## EXERCISE GOAL
Please output the listing exactly as it stands, but omit any images.
____
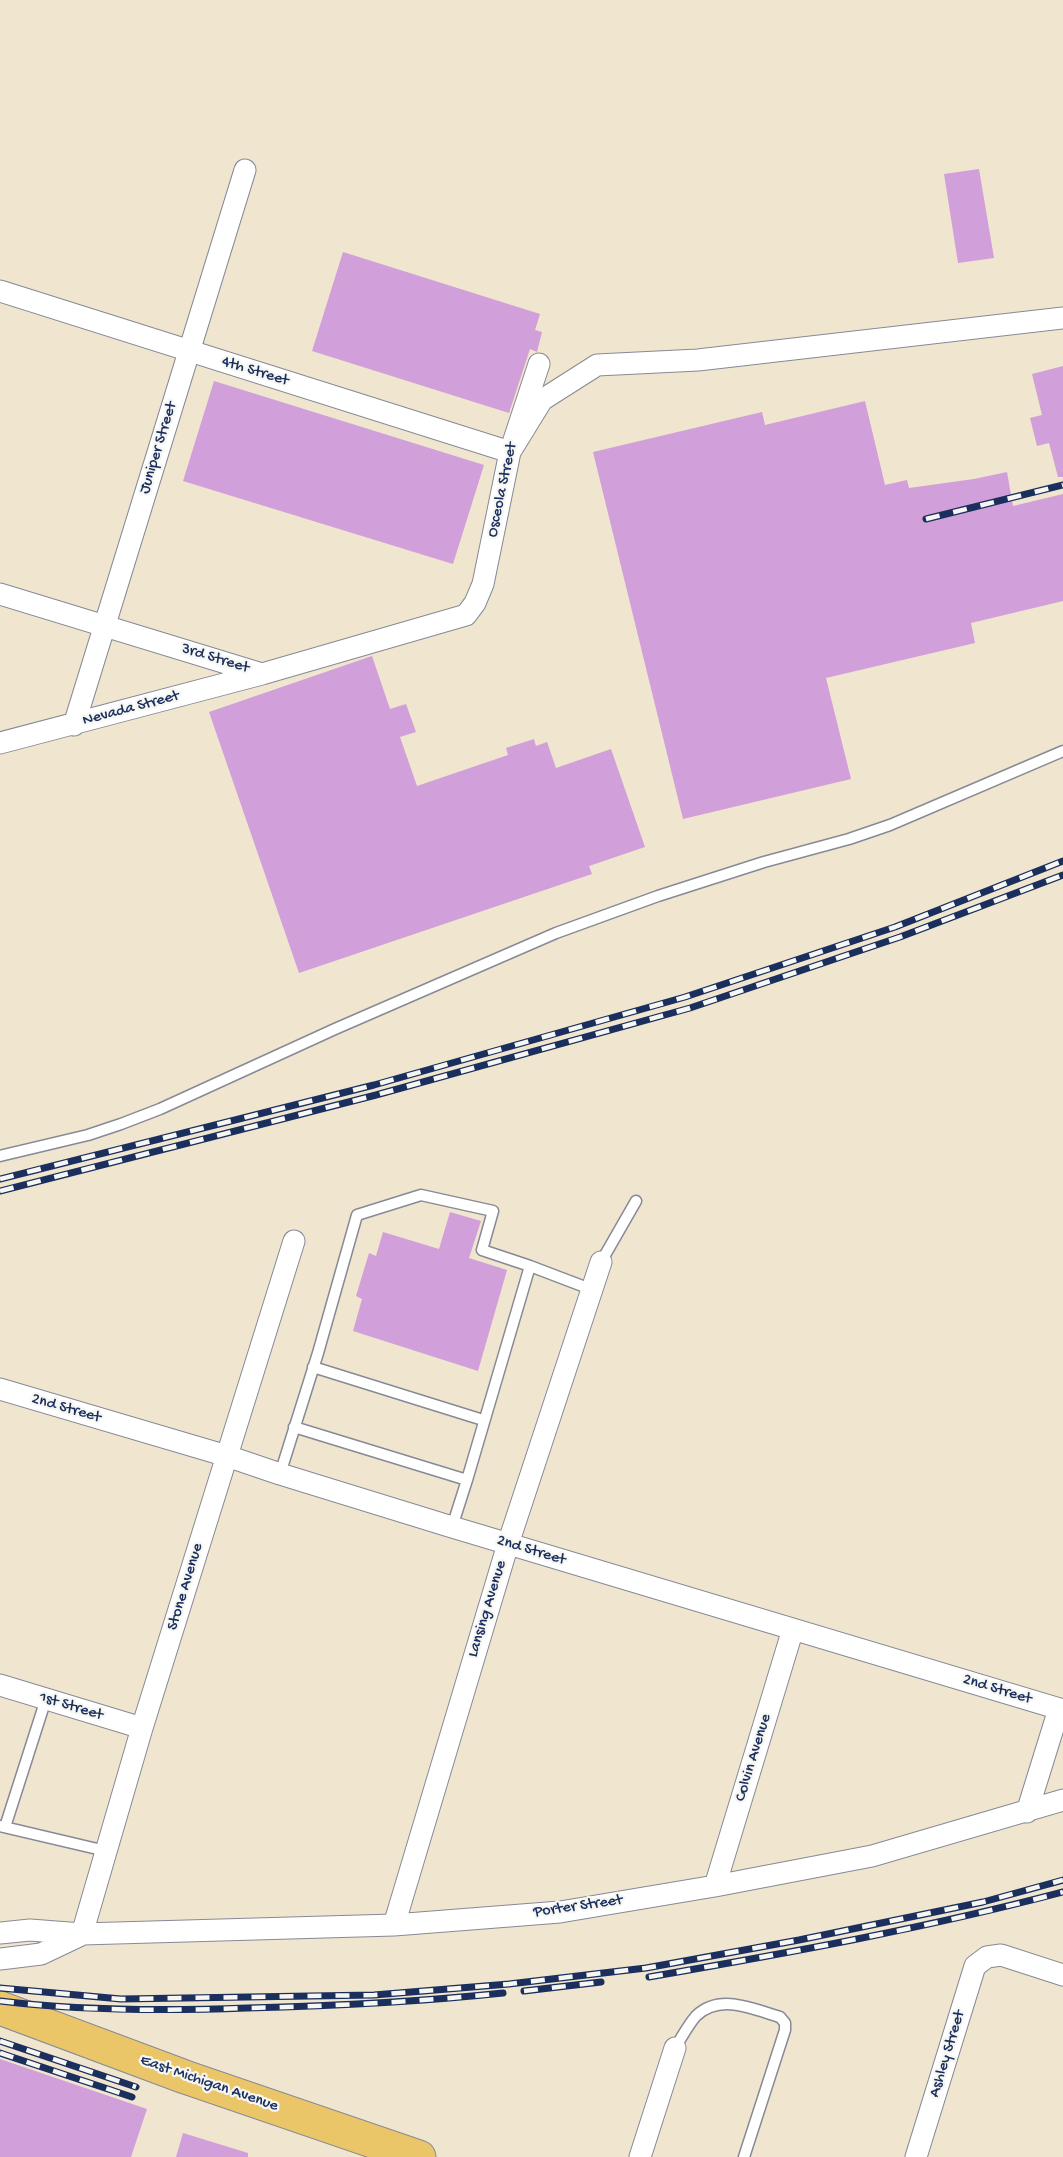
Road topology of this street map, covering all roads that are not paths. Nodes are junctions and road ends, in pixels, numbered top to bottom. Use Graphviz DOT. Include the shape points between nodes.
graph roads {
  1 [pos="245,170"];
  2 [pos="0,291"];
  3 [pos="1063,318"];
  4 [pos="188,352"];
  5 [pos="539,364"];
  6 [pos="510,452"];
  7 [pos="0,594"];
  8 [pos="466,615"];
  9 [pos="104,627"];
  10 [pos="262,674"];
  11 [pos="74,725"];
  12 [pos="0,743"];
  13 [pos="1063,751"];
  14 [pos="0,1156"];
  15 [pos="636,1201"];
  16 [pos="294,1241"];
  17 [pos="602,1262"];
  18 [pos="530,1266"];
  19 [pos="593,1290"];
  20 [pos="313,1367"];
  21 [pos="0,1389"];
  22 [pos="483,1420"];
  23 [pos="294,1427"];
  24 [pos="227,1456"];
  25 [pos="280,1474"];
  26 [pos="466,1480"];
  27 [pos="452,1527"];
  28 [pos="508,1544"];
  29 [pos="793,1629"];
  30 [pos="0,1685"];
  31 [pos="46,1699"];
  32 [pos="1061,1710"];
  33 [pos="142,1728"];
  34 [pos="1063,1800"];
  35 [pos="1027,1812"];
  36 [pos="2,1826"];
  37 [pos="106,1851"];
  38 [pos="716,1886"];
  39 [pos="394,1925"];
  40 [pos="0,1933"];
  41 [pos="82,1935"];
  42 [pos="0,1959"];
  43 [pos="1063,1975"];
  44 [pos="0,2008"];
  45 [pos="675,2048"];
  46 [pos="419,2157"];
  47 [pos="640,2157"];
  48 [pos="744,2157"];
  49 [pos="916,2157"];
  1 -- 4 [label="street, Juniper Street"];
  2 -- 4 [label="street, 4th Street"];
  3 -- 6 [label="street" via="698,360 597,365 542,400"];
  4 -- 6 [label="street, 4th Street"];
  4 -- 9 [label="street, Juniper Street"];
  5 -- 6 [label="street, Osceola Street"];
  6 -- 8 [label="street, Osceola Street" via="483,584"];
  7 -- 9 [label="street, 3rd Street"];
  8 -- 10 [label="street, 3rd Street"];
  9 -- 10 [label="street, 3rd Street"];
  9 -- 11 [label="street, Juniper Street"];
  10 -- 11 [label="street, Nevada Street"];
  11 -- 12 [label="street, Nevada Street"];
  13 -- 14 [label="lane" via="890,825 722,875 556,933 160,1109 88,1135"];
  15 -- 17 [label="lane"];
  16 -- 24 [label="street, Stone Avenue"];
  17 -- 19 [label="street, Lansing Avenue"];
  18 -- 19 [label="lane"];
  18 -- 20 [label="lane" via="482,1250 493,1211 421,1195 357,1215"];
  18 -- 22 [label="lane"];
  19 -- 28 [label="street, Lansing Avenue"];
  20 -- 22 [label="lane"];
  20 -- 23 [label="lane"];
  21 -- 24 [label="street, 2nd Street"];
  22 -- 26 [label="lane"];
  23 -- 25 [label="lane"];
  23 -- 26 [label="lane"];
  24 -- 25 [label="street, 2nd Street"];
  24 -- 33 [label="street, Stone Avenue"];
  25 -- 27 [label="street, 2nd Street"];
  26 -- 27 [label="lane"];
  27 -- 28 [label="street, 2nd Street"];
  28 -- 29 [label="street, 2nd Street"];
  28 -- 39 [label="street, Lansing Avenue"];
  29 -- 32 [label="street, 2nd Street"];
  29 -- 38 [label="street, Colvin Avenue"];
  30 -- 31 [label="street, 1st Street"];
  31 -- 33 [label="street, 1st Street"];
  31 -- 36 [label="lane"];
  32 -- 35 [label="street"];
  33 -- 37 [label="street, Stone Avenue"];
  34 -- 35 [label="street, Porter Street"];
  35 -- 38 [label="street, Porter Street" via="872,1856"];
  36 -- 37 [label="lane"];
  37 -- 41 [label="street, Stone Avenue"];
  38 -- 39 [label="street, Porter Street" via="560,1912"];
  39 -- 41 [label="street, Porter Street"];
  40 -- 41 [label="street, Porter Street" via="30,1930"];
  41 -- 42 [label="street, Porter Street" via="41,1954"];
  43 -- 49 [label="street, Ashley Street" via="1001,1955 987,1957 975,1966"];
  44 -- 46 [label="highway, East Michigan Avenue" via="185,2077"];
  45 -- 47 [label="street"];
  45 -- 48 [label="lane" via="695,2018 715,2005 737,2003 780,2017 785,2023"];
}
____
## SOLVED EXERCISE
Road topology of this street map, covering all roads that are not paths. Nodes are junctions and road ends, in pixels, numbered top to bottom. Use Graphviz DOT. Include the shape points between nodes.
graph roads {
  1 [pos="245,170"];
  2 [pos="0,291"];
  3 [pos="1063,318"];
  4 [pos="188,352"];
  5 [pos="539,364"];
  6 [pos="510,452"];
  7 [pos="0,594"];
  8 [pos="466,615"];
  9 [pos="104,627"];
  10 [pos="262,674"];
  11 [pos="74,725"];
  12 [pos="0,743"];
  13 [pos="1063,751"];
  14 [pos="0,1156"];
  15 [pos="636,1201"];
  16 [pos="294,1241"];
  17 [pos="602,1262"];
  18 [pos="530,1266"];
  19 [pos="593,1290"];
  20 [pos="313,1367"];
  21 [pos="0,1389"];
  22 [pos="483,1420"];
  23 [pos="294,1427"];
  24 [pos="227,1456"];
  25 [pos="280,1474"];
  26 [pos="466,1480"];
  27 [pos="452,1527"];
  28 [pos="508,1544"];
  29 [pos="793,1629"];
  30 [pos="0,1685"];
  31 [pos="46,1699"];
  32 [pos="1061,1710"];
  33 [pos="142,1728"];
  34 [pos="1063,1800"];
  35 [pos="1027,1812"];
  36 [pos="2,1826"];
  37 [pos="106,1851"];
  38 [pos="716,1886"];
  39 [pos="394,1925"];
  40 [pos="0,1933"];
  41 [pos="82,1935"];
  42 [pos="0,1959"];
  43 [pos="1063,1975"];
  44 [pos="0,2008"];
  45 [pos="675,2048"];
  46 [pos="419,2157"];
  47 [pos="640,2157"];
  48 [pos="744,2157"];
  49 [pos="916,2157"];
  1 -- 4 [label="street, Juniper Street"];
  2 -- 4 [label="street, 4th Street"];
  3 -- 6 [label="street" via="698,360 597,365 542,400"];
  4 -- 6 [label="street, 4th Street"];
  4 -- 9 [label="street, Juniper Street"];
  5 -- 6 [label="street, Osceola Street"];
  6 -- 8 [label="street, Osceola Street" via="483,584"];
  7 -- 9 [label="street, 3rd Street"];
  8 -- 10 [label="street, 3rd Street"];
  9 -- 10 [label="street, 3rd Street"];
  9 -- 11 [label="street, Juniper Street"];
  10 -- 11 [label="street, Nevada Street"];
  11 -- 12 [label="street, Nevada Street"];
  13 -- 14 [label="lane" via="890,825 722,875 556,933 160,1109 88,1135"];
  15 -- 17 [label="lane"];
  16 -- 24 [label="street, Stone Avenue"];
  17 -- 19 [label="street, Lansing Avenue"];
  18 -- 19 [label="lane"];
  18 -- 20 [label="lane" via="482,1250 493,1211 421,1195 357,1215"];
  18 -- 22 [label="lane"];
  19 -- 28 [label="street, Lansing Avenue"];
  20 -- 22 [label="lane"];
  20 -- 23 [label="lane"];
  21 -- 24 [label="street, 2nd Street"];
  22 -- 26 [label="lane"];
  23 -- 25 [label="lane"];
  23 -- 26 [label="lane"];
  24 -- 25 [label="street, 2nd Street"];
  24 -- 33 [label="street, Stone Avenue"];
  25 -- 27 [label="street, 2nd Street"];
  26 -- 27 [label="lane"];
  27 -- 28 [label="street, 2nd Street"];
  28 -- 29 [label="street, 2nd Street"];
  28 -- 39 [label="street, Lansing Avenue"];
  29 -- 32 [label="street, 2nd Street"];
  29 -- 38 [label="street, Colvin Avenue"];
  30 -- 31 [label="street, 1st Street"];
  31 -- 33 [label="street, 1st Street"];
  31 -- 36 [label="lane"];
  32 -- 35 [label="street"];
  33 -- 37 [label="street, Stone Avenue"];
  34 -- 35 [label="street, Porter Street"];
  35 -- 38 [label="street, Porter Street" via="872,1856"];
  36 -- 37 [label="lane"];
  37 -- 41 [label="street, Stone Avenue"];
  38 -- 39 [label="street, Porter Street" via="560,1912"];
  39 -- 41 [label="street, Porter Street"];
  40 -- 41 [label="street, Porter Street" via="30,1930"];
  41 -- 42 [label="street, Porter Street" via="41,1954"];
  43 -- 49 [label="street, Ashley Street" via="1001,1955 987,1957 975,1966"];
  44 -- 46 [label="highway, East Michigan Avenue" via="185,2077"];
  45 -- 47 [label="street"];
  45 -- 48 [label="lane" via="695,2018 715,2005 737,2003 780,2017 785,2023"];
}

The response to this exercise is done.